Tech subcontractors left behind: How to come together against arbitration
APRIL 3, 2019 | COWORKER.ORG
Find out what you’ve signed & do something about it together
The employees of staffing, temp, contracting and vendor agencies who work at tech companies have been left behind in the wave of changes to arbitration clauses of employment contracts this year. Coworker.org can help you figure out where that leaves you, and what to do about it. First, let’s catch up on what’s been going on.
Forced arbitration requires people to keep their disputes private, limits the documents that can be obtained from an employer, and restricts a worker’s right to appeal.

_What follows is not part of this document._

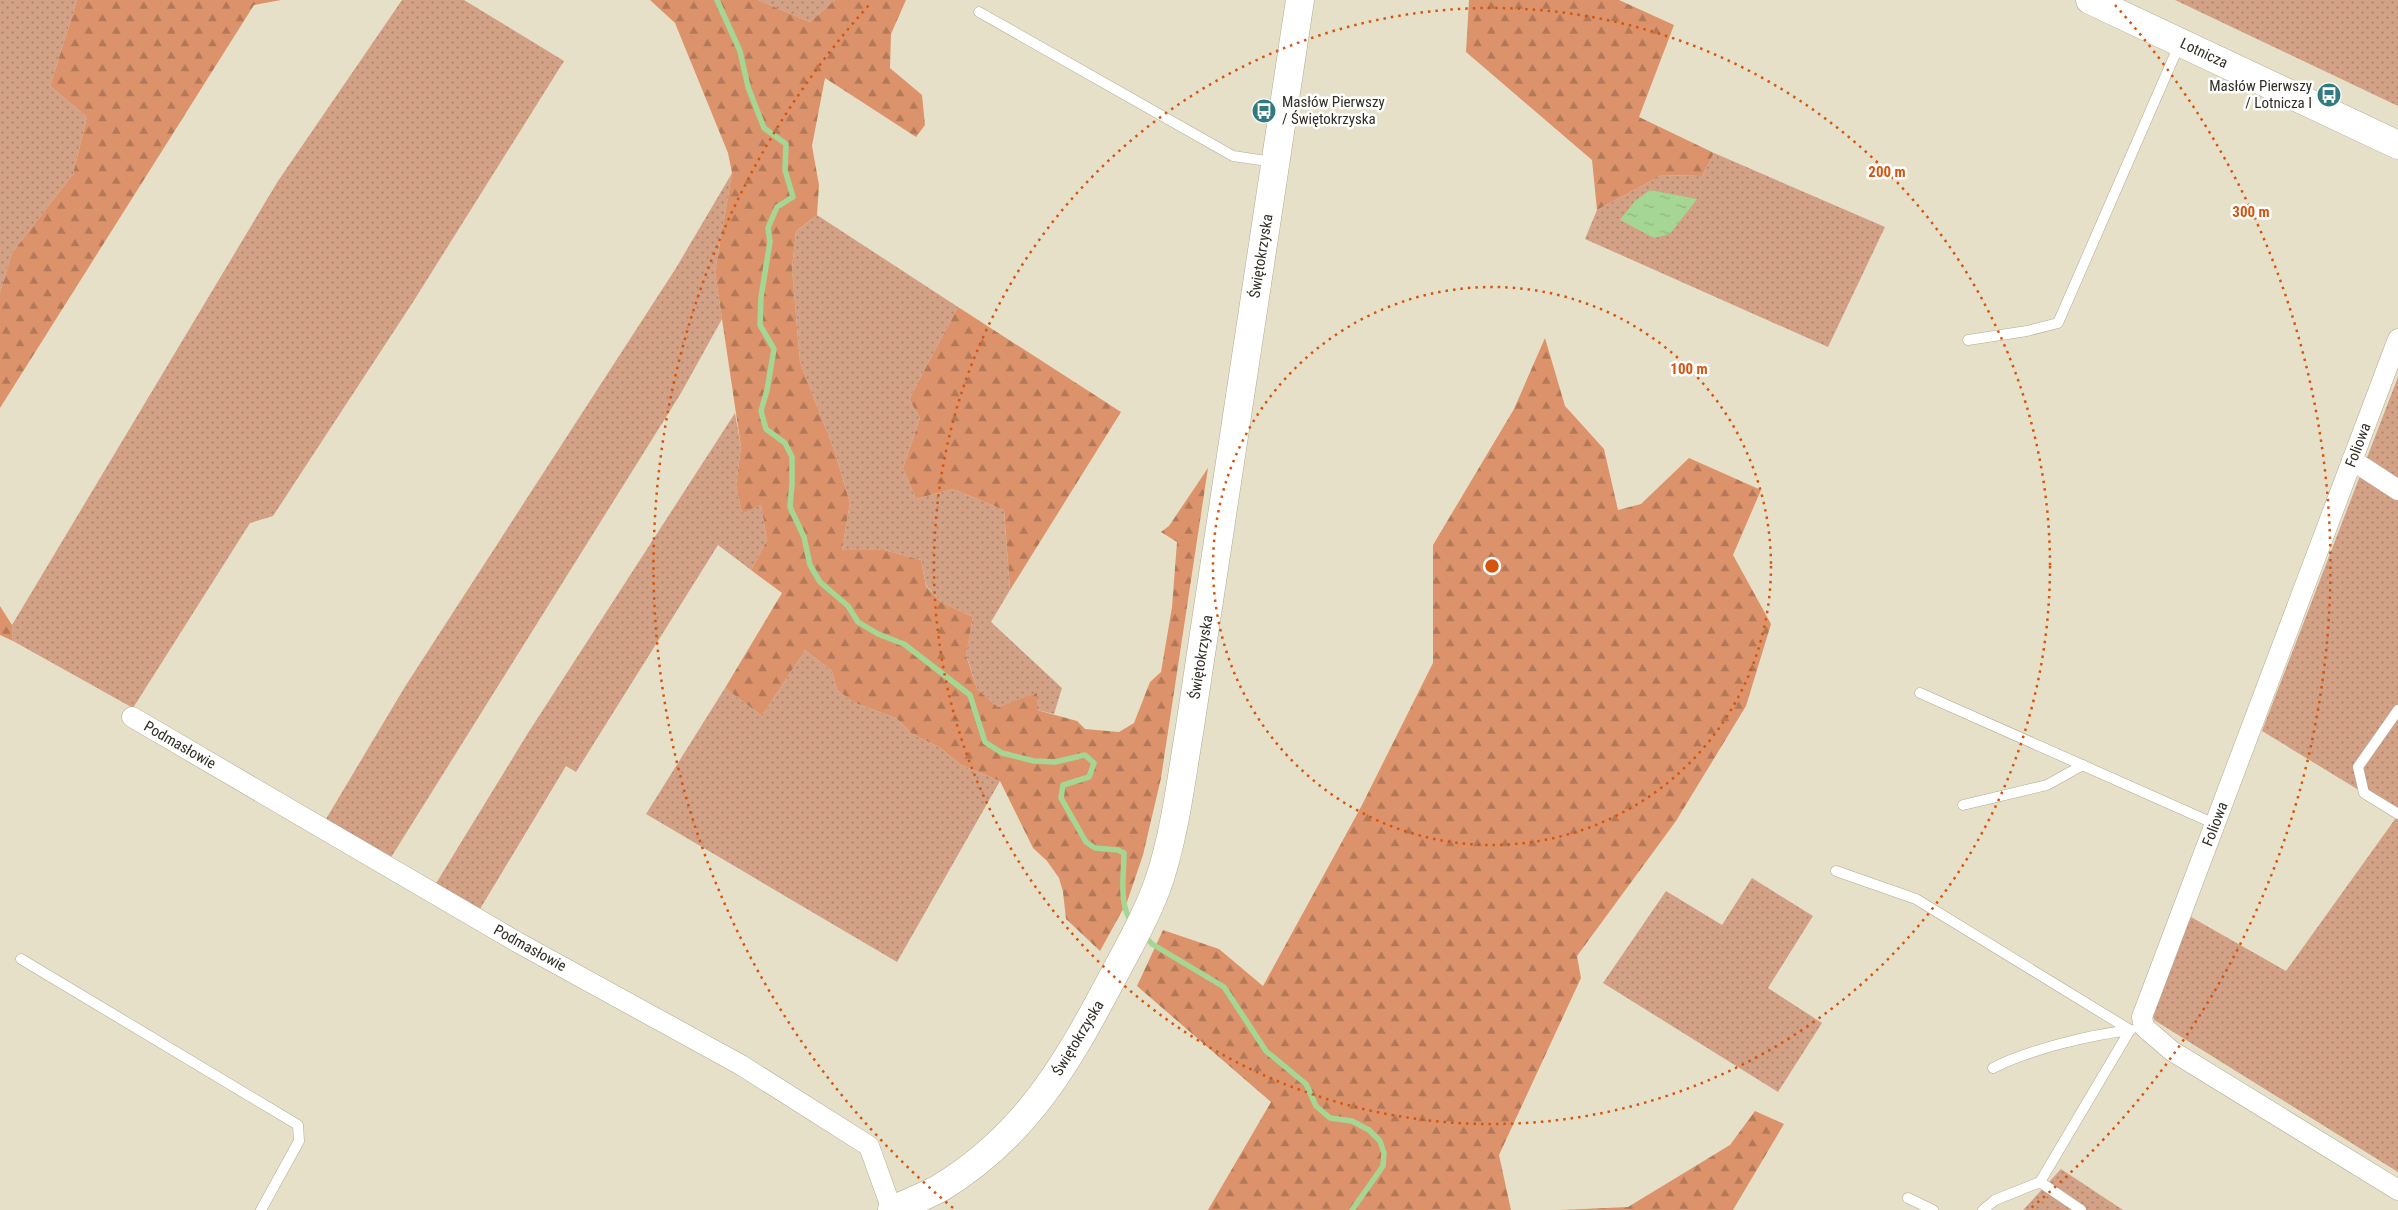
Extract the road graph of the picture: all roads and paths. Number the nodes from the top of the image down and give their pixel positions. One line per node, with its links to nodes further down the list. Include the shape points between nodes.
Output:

Even the presence of a mandatory arbitration clause can reduce the likelihood that attorneys will accept a potential case for representation — and the damage awards, settlement amounts, and overall employee win rates are lower in internal arbitration.
At Google, where employees learned that several executives accused of sexual harassment had received large payouts, new hires were being asked to sign forced arbitration agreements as a condition of employment. Those agreements meant that if they experienced sexual harassment, race, age, or gender discrimination, or retaliation on the job, they would have to go through an arbitration process, rather than access the courts.
Because of the 20,000 employees that joined the #GoogleWalkout, as well as ongoing organizing efforts at the company, Google and some other large tech companies decided to remove forced arbitration as a condition of employment.
But thousands of temps, subcontractors, vendors, and employees of suppliers or staffing agencies are still working under these agreements, meaning that people working side-by-side in many of these tech companies have vastly different rights if faced with a serious situation in the workplace.
We’re helping people in the tech industry crowdsource information about the various arbitration agreements in use and come up with strategies for ending their use. Whatever your role in tech — consider taking this survey.
Once you know what your policy is, we can help you strategize ways to change this.
FINDING YOUR POLICY
It’s okay if you don’t know if you signed an arbitration agreement when you were hired. If you signed (or opted out of) an arbitration agreement, it will usually be in a section of your contract, employee handbook, or attached to your offer letter. This section or clause may be titled: Arbitration, Alternative Dispute Resolution, or Release of Claims. This great resource for helping you decode your agreement was put together by Google employees.
If you were not given a copy of your hiring paperwork or no longer have access to it, you may request it from your Human Resources or Employee Resources department.
Instead of directly asking about your arbitration policy, you may want to try asking for a copy of your contract because you’re organizing all your important documents and want to have them all in one place — and you realized you didn’t have a copy.
If, after reviewing your documents, you can’t tell if your contract includes an arbitration clause, Coworker.org may be able to help.
Section 7 of The National Labor Relations Act protects the right of non-supervisory employees to work together to improve their terms and conditions of employment. This protection includes the right of employees to speak publicly to improve your and your coworker’s working conditions, wages, benefits, and other aspects of their employment — like your arbitration agreement.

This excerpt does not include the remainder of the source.